Zelda Fichandler dedicated her early career to the establishment of America's regional theatre movement. In 1950 she founded Washington D.C.'s Arena Stage and in 1968 she produced The Great White Hope, which became the first production to transfer from a regional theatre to Broadway, winning the Tony and the Pulitzer Prize, and launching the careers of James Earl Jones and Jane Alexander. Her production of Inherit the Wind toured Soviet St. Petersburg and Moscow and Arena Stage was the first American theatre company sponsored by the State Department to do so. Like many other regional theatres afterward, Arena Stage cultivated an evolving but resident company over the decades that included some of America's best actors: Robert Prosky, Frances Sternhagen, George Grizzard, Philip Bosco, Ned Beatty, Roy Scheider, Robert Foxworth, Jane Alexander, James Earl Jones, Melinda Dillon, Dianne Wiest, Max Wright, Marilyn Caskey, Harriet Harris, and Tom Hewitt. In 1975 it was the first regional theatre to be recognized by the American Theatre Wing and the Broadway League with the Regional Theatre Tony Award for outstanding achievement. When Ms. Fichandler retired as producing artistic director of Arena Stage in 1990, she had achieved the longest tenure of any non-commercial producer in the annals of the American theater. Ms. Fichandler is Chair Emeritus of New York University's acclaimed graduate acting program where she personally taught, guided, and inspired more than 500 acting students, including Marcia Gay Harden, Rainn Wilson, Billy Crudup, Debra Messing, Peter Krause, and Michael C. Hall. She has received the George Abbott Award, The Acting Company's John Houseman Award, the Margo Jones Award, and the National Medal of Arts, and in 1999 she became the first artistic leader outside of New York to be inducted into the Theatre Hall of Fame.

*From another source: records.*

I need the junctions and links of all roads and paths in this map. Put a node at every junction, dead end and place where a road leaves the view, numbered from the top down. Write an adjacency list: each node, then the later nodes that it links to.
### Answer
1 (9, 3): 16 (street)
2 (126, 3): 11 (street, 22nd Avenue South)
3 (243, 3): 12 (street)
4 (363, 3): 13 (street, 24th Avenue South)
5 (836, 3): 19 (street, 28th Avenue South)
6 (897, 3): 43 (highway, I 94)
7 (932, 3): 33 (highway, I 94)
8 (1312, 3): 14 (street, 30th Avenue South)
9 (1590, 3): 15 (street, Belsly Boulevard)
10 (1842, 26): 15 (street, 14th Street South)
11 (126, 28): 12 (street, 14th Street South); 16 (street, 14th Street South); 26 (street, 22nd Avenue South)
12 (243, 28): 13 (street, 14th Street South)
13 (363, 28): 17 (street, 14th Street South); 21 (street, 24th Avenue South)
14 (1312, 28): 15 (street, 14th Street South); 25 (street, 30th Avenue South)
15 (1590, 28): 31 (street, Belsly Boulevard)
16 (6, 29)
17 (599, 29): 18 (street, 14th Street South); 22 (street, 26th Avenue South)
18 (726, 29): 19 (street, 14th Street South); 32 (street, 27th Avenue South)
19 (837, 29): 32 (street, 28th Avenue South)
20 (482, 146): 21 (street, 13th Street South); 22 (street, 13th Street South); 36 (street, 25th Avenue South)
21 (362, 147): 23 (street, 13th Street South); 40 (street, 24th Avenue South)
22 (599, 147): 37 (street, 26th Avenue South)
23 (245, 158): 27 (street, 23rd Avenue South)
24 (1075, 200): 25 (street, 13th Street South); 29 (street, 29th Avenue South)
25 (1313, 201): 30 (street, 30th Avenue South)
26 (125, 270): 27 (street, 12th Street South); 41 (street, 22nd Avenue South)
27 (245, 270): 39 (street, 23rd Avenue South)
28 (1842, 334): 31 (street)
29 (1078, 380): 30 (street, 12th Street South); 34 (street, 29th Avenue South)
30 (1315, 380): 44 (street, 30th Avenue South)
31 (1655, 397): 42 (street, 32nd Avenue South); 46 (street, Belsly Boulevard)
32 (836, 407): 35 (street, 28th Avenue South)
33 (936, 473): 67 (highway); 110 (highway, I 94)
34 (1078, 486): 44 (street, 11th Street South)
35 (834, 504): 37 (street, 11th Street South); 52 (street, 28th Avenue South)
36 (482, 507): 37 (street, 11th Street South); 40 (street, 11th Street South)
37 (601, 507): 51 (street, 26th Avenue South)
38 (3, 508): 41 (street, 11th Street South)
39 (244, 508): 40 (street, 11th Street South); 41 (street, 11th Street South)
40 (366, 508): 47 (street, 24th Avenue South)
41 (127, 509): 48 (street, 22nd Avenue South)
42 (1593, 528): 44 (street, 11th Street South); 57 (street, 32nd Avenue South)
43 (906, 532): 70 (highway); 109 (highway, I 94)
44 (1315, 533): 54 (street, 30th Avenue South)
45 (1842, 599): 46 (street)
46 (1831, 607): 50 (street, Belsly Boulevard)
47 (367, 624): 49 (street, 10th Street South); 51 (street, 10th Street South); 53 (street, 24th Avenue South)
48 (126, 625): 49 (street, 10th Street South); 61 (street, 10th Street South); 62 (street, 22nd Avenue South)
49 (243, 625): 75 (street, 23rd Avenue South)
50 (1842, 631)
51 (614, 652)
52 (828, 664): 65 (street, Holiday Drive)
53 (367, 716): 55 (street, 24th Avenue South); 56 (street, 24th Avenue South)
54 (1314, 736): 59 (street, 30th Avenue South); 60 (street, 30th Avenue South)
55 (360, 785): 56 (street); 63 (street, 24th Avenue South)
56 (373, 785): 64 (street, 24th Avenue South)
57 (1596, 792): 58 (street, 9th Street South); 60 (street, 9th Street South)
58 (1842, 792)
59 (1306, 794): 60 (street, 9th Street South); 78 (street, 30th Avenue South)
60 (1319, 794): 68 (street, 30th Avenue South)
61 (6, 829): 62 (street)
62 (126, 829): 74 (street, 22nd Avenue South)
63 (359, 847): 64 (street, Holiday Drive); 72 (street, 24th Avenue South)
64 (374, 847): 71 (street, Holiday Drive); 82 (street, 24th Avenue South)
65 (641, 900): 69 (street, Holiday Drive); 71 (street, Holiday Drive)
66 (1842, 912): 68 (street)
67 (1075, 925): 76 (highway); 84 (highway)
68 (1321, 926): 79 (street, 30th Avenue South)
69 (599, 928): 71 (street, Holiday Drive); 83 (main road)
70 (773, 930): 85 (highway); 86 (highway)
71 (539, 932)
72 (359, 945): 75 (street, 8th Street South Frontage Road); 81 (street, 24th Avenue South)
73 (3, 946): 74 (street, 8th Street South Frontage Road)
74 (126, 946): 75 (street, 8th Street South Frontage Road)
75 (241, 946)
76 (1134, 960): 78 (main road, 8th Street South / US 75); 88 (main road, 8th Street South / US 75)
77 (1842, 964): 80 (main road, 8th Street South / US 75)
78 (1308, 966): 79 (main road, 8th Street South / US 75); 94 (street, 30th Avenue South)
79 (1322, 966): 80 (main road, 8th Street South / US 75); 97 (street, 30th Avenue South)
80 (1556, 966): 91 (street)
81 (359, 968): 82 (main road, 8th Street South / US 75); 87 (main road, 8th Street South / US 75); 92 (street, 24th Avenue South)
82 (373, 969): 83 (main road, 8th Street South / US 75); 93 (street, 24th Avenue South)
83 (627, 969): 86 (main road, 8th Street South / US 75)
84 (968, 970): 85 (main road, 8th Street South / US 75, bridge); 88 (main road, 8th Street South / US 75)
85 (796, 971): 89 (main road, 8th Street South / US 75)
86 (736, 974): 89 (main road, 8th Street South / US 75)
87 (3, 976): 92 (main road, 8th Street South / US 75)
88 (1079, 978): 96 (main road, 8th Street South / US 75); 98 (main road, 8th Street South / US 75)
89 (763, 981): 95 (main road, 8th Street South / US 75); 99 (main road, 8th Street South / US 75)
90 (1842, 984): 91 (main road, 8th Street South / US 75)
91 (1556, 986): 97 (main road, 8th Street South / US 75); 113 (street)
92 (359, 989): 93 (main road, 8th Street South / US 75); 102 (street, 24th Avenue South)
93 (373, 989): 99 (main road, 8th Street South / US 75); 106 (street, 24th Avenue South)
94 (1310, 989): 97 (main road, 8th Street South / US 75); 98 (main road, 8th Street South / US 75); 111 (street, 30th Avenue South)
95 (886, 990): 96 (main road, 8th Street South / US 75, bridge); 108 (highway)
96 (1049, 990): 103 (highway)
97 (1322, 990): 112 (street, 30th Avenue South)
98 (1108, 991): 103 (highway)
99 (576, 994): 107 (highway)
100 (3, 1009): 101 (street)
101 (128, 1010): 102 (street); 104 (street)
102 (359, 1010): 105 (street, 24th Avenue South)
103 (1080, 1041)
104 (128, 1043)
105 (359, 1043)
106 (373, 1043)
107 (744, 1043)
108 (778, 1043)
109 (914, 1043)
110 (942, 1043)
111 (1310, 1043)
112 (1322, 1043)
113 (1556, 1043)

Founded in 1965, Stage Directors and Choreographers Foundation exists to foster, promote and develop the creativity and craft of stage directors and choreographers. SDCF's goals are to provide opportunities to practIce The crafts of directing and choreography; to gather and disseminate craft and career information; to promote the profession to emerging talent; to provide opportunities for exchange of knowledge among directors and choreographers; and to increase the awareness of the value of directors' and choreographers' work.

Stage Directors and Choreographers Society is a national theatrical labor union whose mission is to foster a national community of professional stage Directors and Choreographers by protecting the rights, health and livelihoods of all of its members; to facilitate the exchange of ideas, information and opportunities, while educating the current and future generations about the role of Directors and Choreographers and providing effective administration, negotiations and contractual support.